**AVAILABLE DATA**
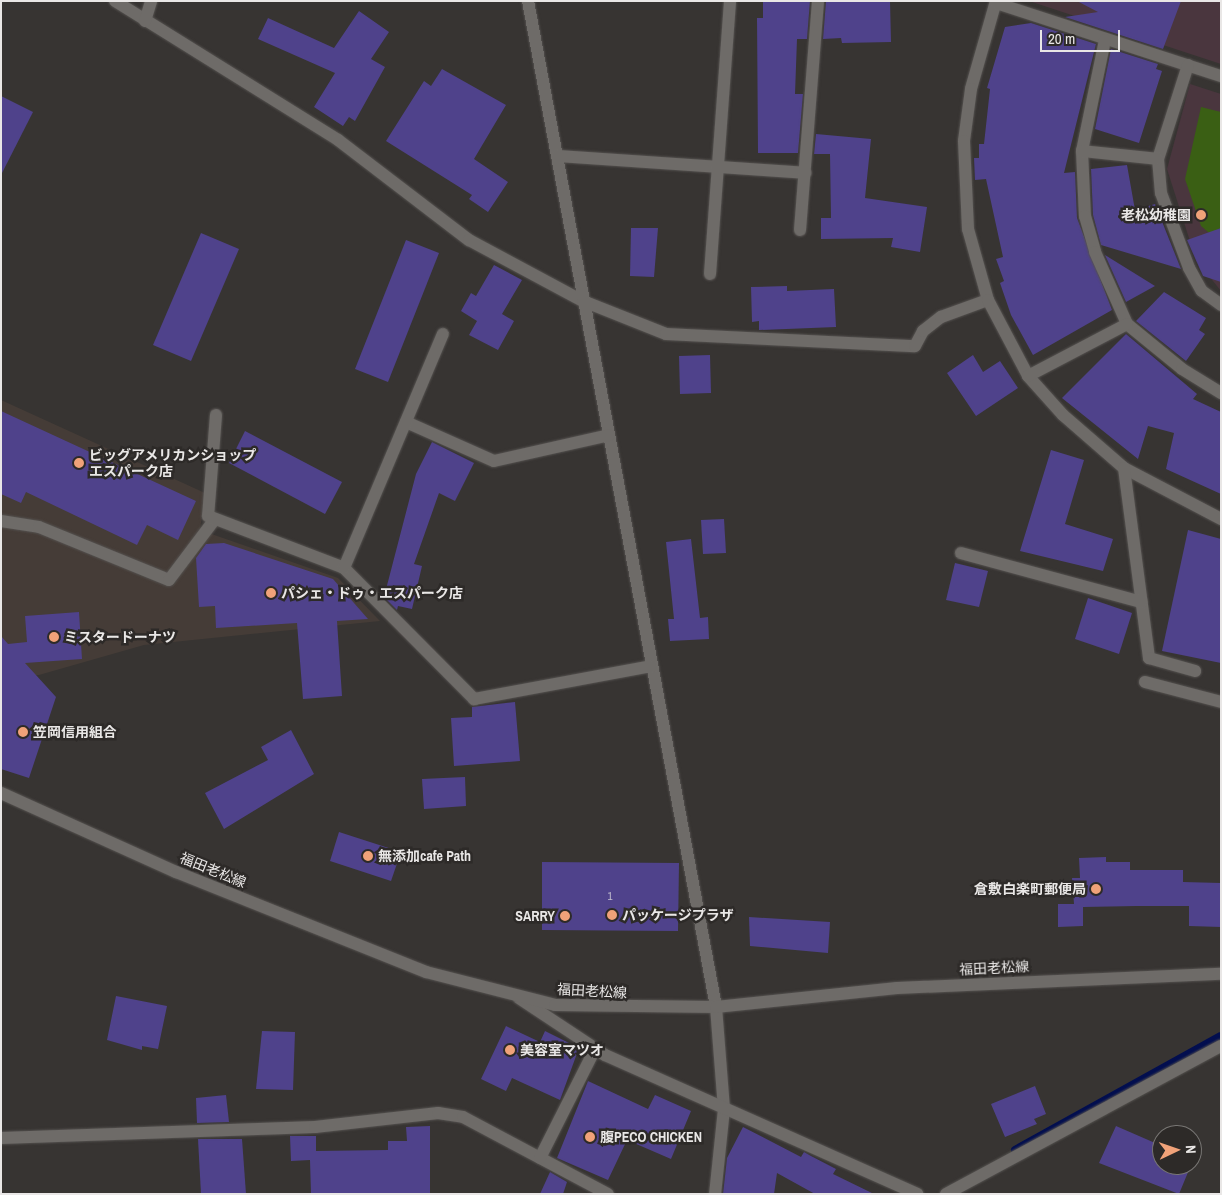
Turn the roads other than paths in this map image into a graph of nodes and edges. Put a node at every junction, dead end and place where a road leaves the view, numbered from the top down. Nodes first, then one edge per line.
1 (115, 1) edge
2 (150, 1) edge
3 (528, 1) edge
4 (730, 1) edge
5 (818, 1) edge
6 (996, 2) edge
7 (145, 21) junction
8 (1105, 40) junction
9 (1188, 65) junction
10 (1221, 76) edge
11 (1082, 151) junction
12 (557, 156) junction
13 (1158, 159) junction
14 (717, 170) junction
15 (804, 173) junction
16 (800, 230) dead end
17 (710, 274) dead end
18 (583, 300) junction
19 (988, 300) junction
20 (1221, 304) edge
21 (1127, 324) junction
22 (443, 334) dead end
23 (1028, 376) junction
24 (1221, 393) edge
25 (216, 416) dead end
26 (406, 422) junction
27 (609, 435) junction
28 (1124, 468) junction
29 (215, 519) junction
30 (1221, 519) edge
31 (1, 521) edge
32 (961, 553) dead end
33 (344, 568) junction
34 (1141, 602) junction
35 (652, 666) junction
36 (1195, 671) dead end
37 (1145, 682) dead end
38 (1221, 702) edge
39 (1, 792) edge
40 (1221, 974) edge
41 (519, 998) junction
42 (716, 1007) junction
43 (1221, 1046) edge
44 (595, 1049) junction
45 (724, 1109) junction
46 (1, 1138) edge
47 (540, 1158) junction
48 (608, 1194) edge
49 (715, 1194) edge
50 (917, 1194) edge
51 (946, 1194) edge

1 - 7 street
2 - 7 street
3 - 12 street
4 - 14 street
5 - 15 street
6 - 8 street
6 - 19 street
7 - 18 street
8 - 9 street
8 - 11 street
9 - 10 street
9 - 13 street
11 - 13 street
11 - 21 street
12 - 14 street
12 - 18 street
13 - 20 street
14 - 15 street
14 - 17 street
15 - 16 street
18 - 19 street
18 - 27 street
19 - 23 street
21 - 23 street
21 - 24 street
22 - 26 street
23 - 28 street
25 - 29 street
26 - 27 street
26 - 33 street
27 - 35 street
28 - 30 street
28 - 34 street
29 - 31 street
29 - 33 street
32 - 34 street
33 - 35 street
34 - 36 street
35 - 42 street
37 - 38 street
39 - 41 street, 福田老松線
40 - 42 street, 福田老松線
41 - 42 street, 福田老松線
41 - 44 street
42 - 45 street
43 - 51 street
44 - 45 street
44 - 47 street
45 - 49 street
45 - 50 street
46 - 47 street
47 - 48 street

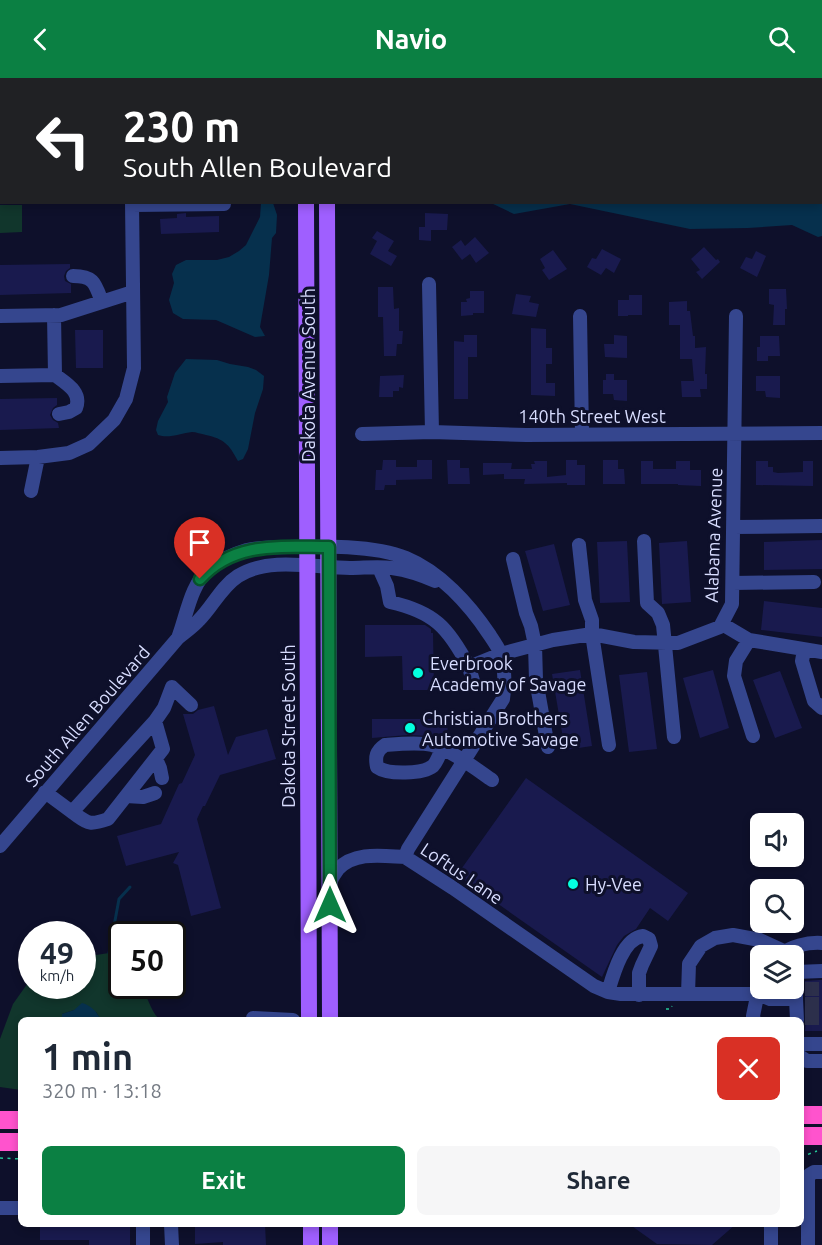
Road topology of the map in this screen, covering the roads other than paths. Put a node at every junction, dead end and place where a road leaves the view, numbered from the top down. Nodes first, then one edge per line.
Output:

**WHAT THE EXERCISE ASKS**
Print every entry above verbatim but drop the images.

**TASK ANSWER**
Turn the roads other than paths in this map image into a graph of nodes and edges. Put a node at every junction, dead end and place where a road leaves the view, numbered from the top down. Nodes first, then one edge per line.
1 (115, 1) edge
2 (150, 1) edge
3 (528, 1) edge
4 (730, 1) edge
5 (818, 1) edge
6 (996, 2) edge
7 (145, 21) junction
8 (1105, 40) junction
9 (1188, 65) junction
10 (1221, 76) edge
11 (1082, 151) junction
12 (557, 156) junction
13 (1158, 159) junction
14 (717, 170) junction
15 (804, 173) junction
16 (800, 230) dead end
17 (710, 274) dead end
18 (583, 300) junction
19 (988, 300) junction
20 (1221, 304) edge
21 (1127, 324) junction
22 (443, 334) dead end
23 (1028, 376) junction
24 (1221, 393) edge
25 (216, 416) dead end
26 (406, 422) junction
27 (609, 435) junction
28 (1124, 468) junction
29 (215, 519) junction
30 (1221, 519) edge
31 (1, 521) edge
32 (961, 553) dead end
33 (344, 568) junction
34 (1141, 602) junction
35 (652, 666) junction
36 (1195, 671) dead end
37 (1145, 682) dead end
38 (1221, 702) edge
39 (1, 792) edge
40 (1221, 974) edge
41 (519, 998) junction
42 (716, 1007) junction
43 (1221, 1046) edge
44 (595, 1049) junction
45 (724, 1109) junction
46 (1, 1138) edge
47 (540, 1158) junction
48 (608, 1194) edge
49 (715, 1194) edge
50 (917, 1194) edge
51 (946, 1194) edge

1 - 7 street
2 - 7 street
3 - 12 street
4 - 14 street
5 - 15 street
6 - 8 street
6 - 19 street
7 - 18 street
8 - 9 street
8 - 11 street
9 - 10 street
9 - 13 street
11 - 13 street
11 - 21 street
12 - 14 street
12 - 18 street
13 - 20 street
14 - 15 street
14 - 17 street
15 - 16 street
18 - 19 street
18 - 27 street
19 - 23 street
21 - 23 street
21 - 24 street
22 - 26 street
23 - 28 street
25 - 29 street
26 - 27 street
26 - 33 street
27 - 35 street
28 - 30 street
28 - 34 street
29 - 31 street
29 - 33 street
32 - 34 street
33 - 35 street
34 - 36 street
35 - 42 street
37 - 38 street
39 - 41 street, 福田老松線
40 - 42 street, 福田老松線
41 - 42 street, 福田老松線
41 - 44 street
42 - 45 street
43 - 51 street
44 - 45 street
44 - 47 street
45 - 49 street
45 - 50 street
46 - 47 street
47 - 48 street

Road topology of the map in this screen, covering the roads other than paths. Put a node at every junction, dead end and place where a road leaves the view, numbered from the top down. Nodes first, then one edge per line.
Output:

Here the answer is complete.